Topsyturvy999 · 22/06/2025 12:56

NimbleTiger, thank you, I thought that, I remove my self as I get flustered & clumsy when he’s around.

OP posts:
Dery · 22/06/2025 12:59

@Topsyturvy999 - you sound a bit vulnerable.

The behaviour you describe was about a year ago. Nothing significant seems to have happened in the intervening period. If he was interested, I would have expected him to have asked you out by now. He may like you/fancy you but he’s not acting like he has any intention of dating you. He may not be available. He may like a bit of light flirting at work but not want anything more than that.

I’ve been in your shoes and got overexcited about someone who had no real interest in me so I know how this feels but it really doesn’t sound like he’s worth your continuing interest.
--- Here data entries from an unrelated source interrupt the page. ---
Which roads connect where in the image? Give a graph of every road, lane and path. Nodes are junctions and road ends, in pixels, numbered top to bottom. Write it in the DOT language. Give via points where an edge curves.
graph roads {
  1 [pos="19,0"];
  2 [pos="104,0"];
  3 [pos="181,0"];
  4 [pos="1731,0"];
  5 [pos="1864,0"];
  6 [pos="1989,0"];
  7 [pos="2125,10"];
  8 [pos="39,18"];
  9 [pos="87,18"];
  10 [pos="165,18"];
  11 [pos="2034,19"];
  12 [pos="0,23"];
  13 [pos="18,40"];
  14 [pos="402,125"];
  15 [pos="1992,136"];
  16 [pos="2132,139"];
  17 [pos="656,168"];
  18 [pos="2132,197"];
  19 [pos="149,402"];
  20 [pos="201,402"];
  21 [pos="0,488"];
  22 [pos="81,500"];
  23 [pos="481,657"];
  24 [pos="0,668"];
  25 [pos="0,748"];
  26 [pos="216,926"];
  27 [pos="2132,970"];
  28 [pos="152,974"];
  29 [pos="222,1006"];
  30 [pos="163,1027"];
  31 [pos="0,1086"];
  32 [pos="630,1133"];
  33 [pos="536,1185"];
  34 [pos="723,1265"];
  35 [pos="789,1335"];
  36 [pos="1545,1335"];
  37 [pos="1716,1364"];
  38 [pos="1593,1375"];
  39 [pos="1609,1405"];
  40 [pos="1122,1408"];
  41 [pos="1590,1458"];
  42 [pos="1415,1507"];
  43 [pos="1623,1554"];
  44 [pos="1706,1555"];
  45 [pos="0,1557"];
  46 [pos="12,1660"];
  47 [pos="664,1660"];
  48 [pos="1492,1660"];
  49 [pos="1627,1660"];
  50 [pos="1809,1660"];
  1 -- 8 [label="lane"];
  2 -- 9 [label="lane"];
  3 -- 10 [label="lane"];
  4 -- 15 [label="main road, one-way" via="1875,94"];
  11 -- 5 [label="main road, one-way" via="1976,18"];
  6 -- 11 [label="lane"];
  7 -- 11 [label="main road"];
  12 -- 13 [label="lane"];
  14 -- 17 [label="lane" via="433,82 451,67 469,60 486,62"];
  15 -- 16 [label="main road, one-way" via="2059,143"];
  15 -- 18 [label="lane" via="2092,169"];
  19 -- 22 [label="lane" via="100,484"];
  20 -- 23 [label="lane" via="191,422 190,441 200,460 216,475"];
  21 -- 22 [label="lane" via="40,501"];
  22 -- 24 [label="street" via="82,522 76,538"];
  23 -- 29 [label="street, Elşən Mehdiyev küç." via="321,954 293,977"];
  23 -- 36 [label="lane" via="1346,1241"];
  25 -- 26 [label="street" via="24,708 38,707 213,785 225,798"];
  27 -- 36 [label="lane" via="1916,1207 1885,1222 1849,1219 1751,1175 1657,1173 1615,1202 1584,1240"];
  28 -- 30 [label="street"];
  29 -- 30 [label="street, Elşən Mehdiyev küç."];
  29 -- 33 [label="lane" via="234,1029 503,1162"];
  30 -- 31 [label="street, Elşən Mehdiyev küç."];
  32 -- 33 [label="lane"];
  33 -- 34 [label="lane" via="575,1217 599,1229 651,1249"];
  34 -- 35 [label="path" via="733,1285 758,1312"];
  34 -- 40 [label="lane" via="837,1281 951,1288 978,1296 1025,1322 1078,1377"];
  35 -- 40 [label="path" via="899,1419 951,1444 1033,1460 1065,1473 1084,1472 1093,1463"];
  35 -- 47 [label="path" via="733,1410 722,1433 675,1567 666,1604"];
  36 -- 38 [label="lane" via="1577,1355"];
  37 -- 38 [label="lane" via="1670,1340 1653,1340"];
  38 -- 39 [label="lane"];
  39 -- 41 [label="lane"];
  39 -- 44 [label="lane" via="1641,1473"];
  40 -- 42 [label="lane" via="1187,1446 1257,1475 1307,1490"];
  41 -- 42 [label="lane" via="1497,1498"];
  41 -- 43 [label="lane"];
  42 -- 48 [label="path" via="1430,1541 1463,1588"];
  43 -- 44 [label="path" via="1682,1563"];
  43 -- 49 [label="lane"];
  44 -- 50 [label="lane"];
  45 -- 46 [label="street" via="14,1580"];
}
In your shoes, I would work on getting over my crush.

Separately, I doubt he hates you. If you keep leaving when he’s around, he might think you don’t like him. He may just be responding to your awkwardness and intensity. But there’s no reason for him to dislike you.

DiscoBob · 22/06/2025 13:03

I'm sorry but saying a 40 yo old male colleague hates you because he stopped liking your Facebook posts makes you sound a bit childish and OTT.
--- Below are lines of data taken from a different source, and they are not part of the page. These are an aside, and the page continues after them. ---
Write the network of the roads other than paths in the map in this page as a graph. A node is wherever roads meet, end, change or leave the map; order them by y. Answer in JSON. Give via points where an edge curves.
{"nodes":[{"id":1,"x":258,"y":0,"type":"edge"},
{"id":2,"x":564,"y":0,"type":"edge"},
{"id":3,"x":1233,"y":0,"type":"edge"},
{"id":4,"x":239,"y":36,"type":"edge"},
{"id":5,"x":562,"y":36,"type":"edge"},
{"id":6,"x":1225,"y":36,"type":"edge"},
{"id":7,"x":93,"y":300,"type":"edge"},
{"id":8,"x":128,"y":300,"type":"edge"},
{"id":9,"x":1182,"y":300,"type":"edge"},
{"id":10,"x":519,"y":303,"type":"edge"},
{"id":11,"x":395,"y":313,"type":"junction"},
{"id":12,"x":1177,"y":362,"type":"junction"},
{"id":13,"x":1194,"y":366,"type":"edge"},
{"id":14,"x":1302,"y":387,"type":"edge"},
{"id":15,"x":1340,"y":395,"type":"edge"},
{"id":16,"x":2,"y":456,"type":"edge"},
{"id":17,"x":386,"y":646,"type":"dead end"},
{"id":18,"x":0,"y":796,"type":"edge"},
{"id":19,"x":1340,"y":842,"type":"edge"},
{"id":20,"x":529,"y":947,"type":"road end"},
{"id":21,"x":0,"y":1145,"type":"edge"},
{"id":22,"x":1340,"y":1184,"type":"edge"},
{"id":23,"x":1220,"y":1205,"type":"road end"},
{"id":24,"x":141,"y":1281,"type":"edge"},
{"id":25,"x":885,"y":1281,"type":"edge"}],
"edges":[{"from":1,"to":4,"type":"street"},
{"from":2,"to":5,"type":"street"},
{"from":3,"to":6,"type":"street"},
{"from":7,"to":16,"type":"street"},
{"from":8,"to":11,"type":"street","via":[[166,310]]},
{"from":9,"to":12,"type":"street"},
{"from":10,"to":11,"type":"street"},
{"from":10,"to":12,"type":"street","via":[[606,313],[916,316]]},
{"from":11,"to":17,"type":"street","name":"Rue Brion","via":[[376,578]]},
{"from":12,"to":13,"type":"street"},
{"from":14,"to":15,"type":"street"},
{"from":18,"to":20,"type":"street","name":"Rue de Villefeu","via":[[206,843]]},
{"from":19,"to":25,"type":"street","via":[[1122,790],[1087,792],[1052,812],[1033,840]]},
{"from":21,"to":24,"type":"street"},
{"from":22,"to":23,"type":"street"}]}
Of course he doesn't hate you. But you've been too shy to talk to him properly so he thinks you're not interested. And he happens to be friends with other people at work.
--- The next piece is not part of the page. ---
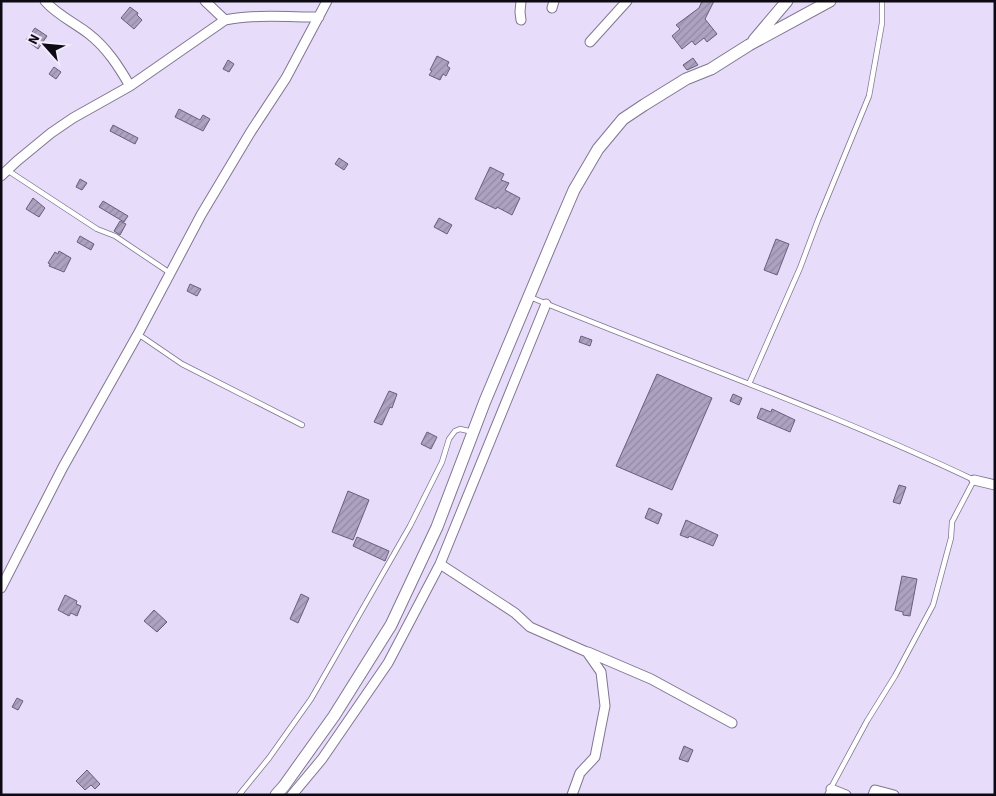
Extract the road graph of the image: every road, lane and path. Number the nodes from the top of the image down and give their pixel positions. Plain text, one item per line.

Maybe you should try and get a group of you down the pub after work, including him. That way you can try and sit with him and get to know him but in a casual way amongst others. So it won't be like a date.

YodasHairyButt · 22/06/2025 13:08

Are you sure he’s single?

ZImono · 22/06/2025 13:10

Dont shit or shag where you eat.

Stop thinking about this non-event of a man who you dont have a future with and who wont be the father of your children

ColinCaterpillarsNo1Fan · 22/06/2025 13:12

Are you both 12 yrs old? This is teenage behaviour, be an adult and have a conversation. See if he's worth putting potentially putting your job on the line for.

I have a rule not to date work colleagues as it's messy when it breaks down.

Never shit on your own door step as they say and for good reason.

Gyozas · 22/06/2025 13:57

Topsyturvy999 · 22/06/2025 12:56

NimbleTiger, thank you, I thought that, I remove my self as I get flustered & clumsy when he’s around.

Edited

but move myself out of the office when he pops by as my emotions are intense

Aren’t they though. I agree with another poster, you do sound very vulnerable.

Have you had a relationship before?

icelolly12 · 25/06/2025 11:34

If you can't cope with being in the same room as him because he smiled at you over a year ago how would you cope with the ups and downs of dating him and being in the same office?